Re: Does Codd's view of a relational database differ from that ofDate&Darwin?[M.Gittens]

From: erk <eric.kaun_at_gmail.com>
Date: 7 Jun 2005 09:26:24 -0700
Message-ID: <1118161584.488438.282850_at_g47g2000cwa.googlegroups.com>


Alexandr Savinov wrote:
> By schema simplicity I meant the number of tables. Sometimes it is
> really simpler to have one wide table than numerous specific tables.
> There is alway trade off between these two extremes and do not say that
> having one wide table is good practice - it is only an example for
> demostrating some properties of nulls.

Not every "choice" represents an arbitrary continuum. There are repercussions to those choices, and I have yet to encounter a situation, even for simple databases, where the wide table with lots o' nullable columns made sense.

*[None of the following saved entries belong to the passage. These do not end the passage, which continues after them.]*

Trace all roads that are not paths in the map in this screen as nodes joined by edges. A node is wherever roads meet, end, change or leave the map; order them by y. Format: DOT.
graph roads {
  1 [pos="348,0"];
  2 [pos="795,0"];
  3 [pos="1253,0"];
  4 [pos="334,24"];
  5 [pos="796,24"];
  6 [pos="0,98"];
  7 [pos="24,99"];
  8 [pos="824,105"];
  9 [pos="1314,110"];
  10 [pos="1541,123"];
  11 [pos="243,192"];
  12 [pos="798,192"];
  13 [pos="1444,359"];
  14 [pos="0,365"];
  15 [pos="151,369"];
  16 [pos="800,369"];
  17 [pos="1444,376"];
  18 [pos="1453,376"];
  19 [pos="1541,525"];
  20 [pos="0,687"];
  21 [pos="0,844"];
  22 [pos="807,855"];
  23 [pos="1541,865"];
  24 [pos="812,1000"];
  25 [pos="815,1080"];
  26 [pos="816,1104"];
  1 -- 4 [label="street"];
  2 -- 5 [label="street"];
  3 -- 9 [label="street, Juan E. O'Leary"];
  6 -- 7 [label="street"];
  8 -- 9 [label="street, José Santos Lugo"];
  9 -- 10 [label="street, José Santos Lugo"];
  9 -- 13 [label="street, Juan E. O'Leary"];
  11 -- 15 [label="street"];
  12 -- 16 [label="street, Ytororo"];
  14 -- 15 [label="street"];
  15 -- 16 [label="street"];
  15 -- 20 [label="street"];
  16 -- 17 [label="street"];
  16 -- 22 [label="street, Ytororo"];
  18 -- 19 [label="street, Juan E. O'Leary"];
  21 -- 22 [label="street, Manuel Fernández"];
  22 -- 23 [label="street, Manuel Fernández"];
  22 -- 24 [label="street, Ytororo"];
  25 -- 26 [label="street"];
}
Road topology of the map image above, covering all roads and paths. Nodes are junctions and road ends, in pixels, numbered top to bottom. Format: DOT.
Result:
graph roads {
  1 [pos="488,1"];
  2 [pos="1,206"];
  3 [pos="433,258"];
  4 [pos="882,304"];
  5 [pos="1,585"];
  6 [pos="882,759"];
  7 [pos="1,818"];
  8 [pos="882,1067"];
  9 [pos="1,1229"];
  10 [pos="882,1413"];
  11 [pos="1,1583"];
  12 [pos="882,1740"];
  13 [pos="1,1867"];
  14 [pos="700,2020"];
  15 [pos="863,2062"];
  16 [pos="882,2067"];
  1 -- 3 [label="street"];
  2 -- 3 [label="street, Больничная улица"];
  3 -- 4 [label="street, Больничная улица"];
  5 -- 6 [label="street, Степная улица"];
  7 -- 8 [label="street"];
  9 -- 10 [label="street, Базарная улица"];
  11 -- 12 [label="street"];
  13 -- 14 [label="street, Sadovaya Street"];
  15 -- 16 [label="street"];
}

> Tables are not entities in relational model in other conventional models
> (and it is one of fundamental drawbacks).

In what sense is it a drawback? Relational deals with predicates, not tables or objects.

> However, they should be
> treated as entities at least formally (in a "good" data model).

Applying relational to the system catalogs for the database renders the sort of meta-manipulation that I think you're leaning toward.

> I want to have everything treated as only one sort of things.

Why is that desirable? Occam's Razor says entities should not be multiplied beyond necessity - and I think necessity dictates that there is more than one type of thing.

> Thus theoretically we can
> express our semantics without rows by using only tables.

Have you seen Neo's XDb? I think you'd like it.

> One simple
> conclusion is that "data semantics can be expressed by tables rather
> than only by rows (in tables)".

How do you express any commonality between things, and how is that any "better" (e.g. simpler) than relations which store facts that have common sets of attributes?

> It is very strong and somewhat surprising result.

It's not actually very surprising, since it's been done before.

> In such an approach we do not need rows because
> anything can be modelled by means of tables.

I'd suggest bits - you can "model" anything with them.

> Such a model is ugly from
> relational point of view (although we simply followed an advice to
> decompose tables) however it is interesting from theoretical point of
> view (with big consequences). Manipulating data in this model means
> adding/remove tables rather than records and one table bears some
> semantics which is encoded in its static name.

Semantics encoded in the name alone? Can you give an example? I suspect this is a meta-nonsense.

> Yet, again, you touch an issue which has nothing to do with null values
> and their semantics.

I think the above has much to do with nulls, even though I didn't mention the word. Nulls are all "about" what we know about each fact X, and how X relates to other facts Y and Z. The existence or non-existence of nulls is at the heart of the matter.

> > A bad example. "Mostly cars"? Why not define the car and (other
> > product) relations properly?
>
> I deliberatly gave such an example!
> However, in real world complex applications we (unfortuanately) have a
> lot of such situations which cannot be avoided.

Yes, they can.

> In other words, it may
> well happen that for some record some attribute simply does not make
> sense (including bad design).

Coping with a pre-existing bad design is another matter - I thought we were discussing doing good design?

> Theoretically it is not an issue of good or bad design.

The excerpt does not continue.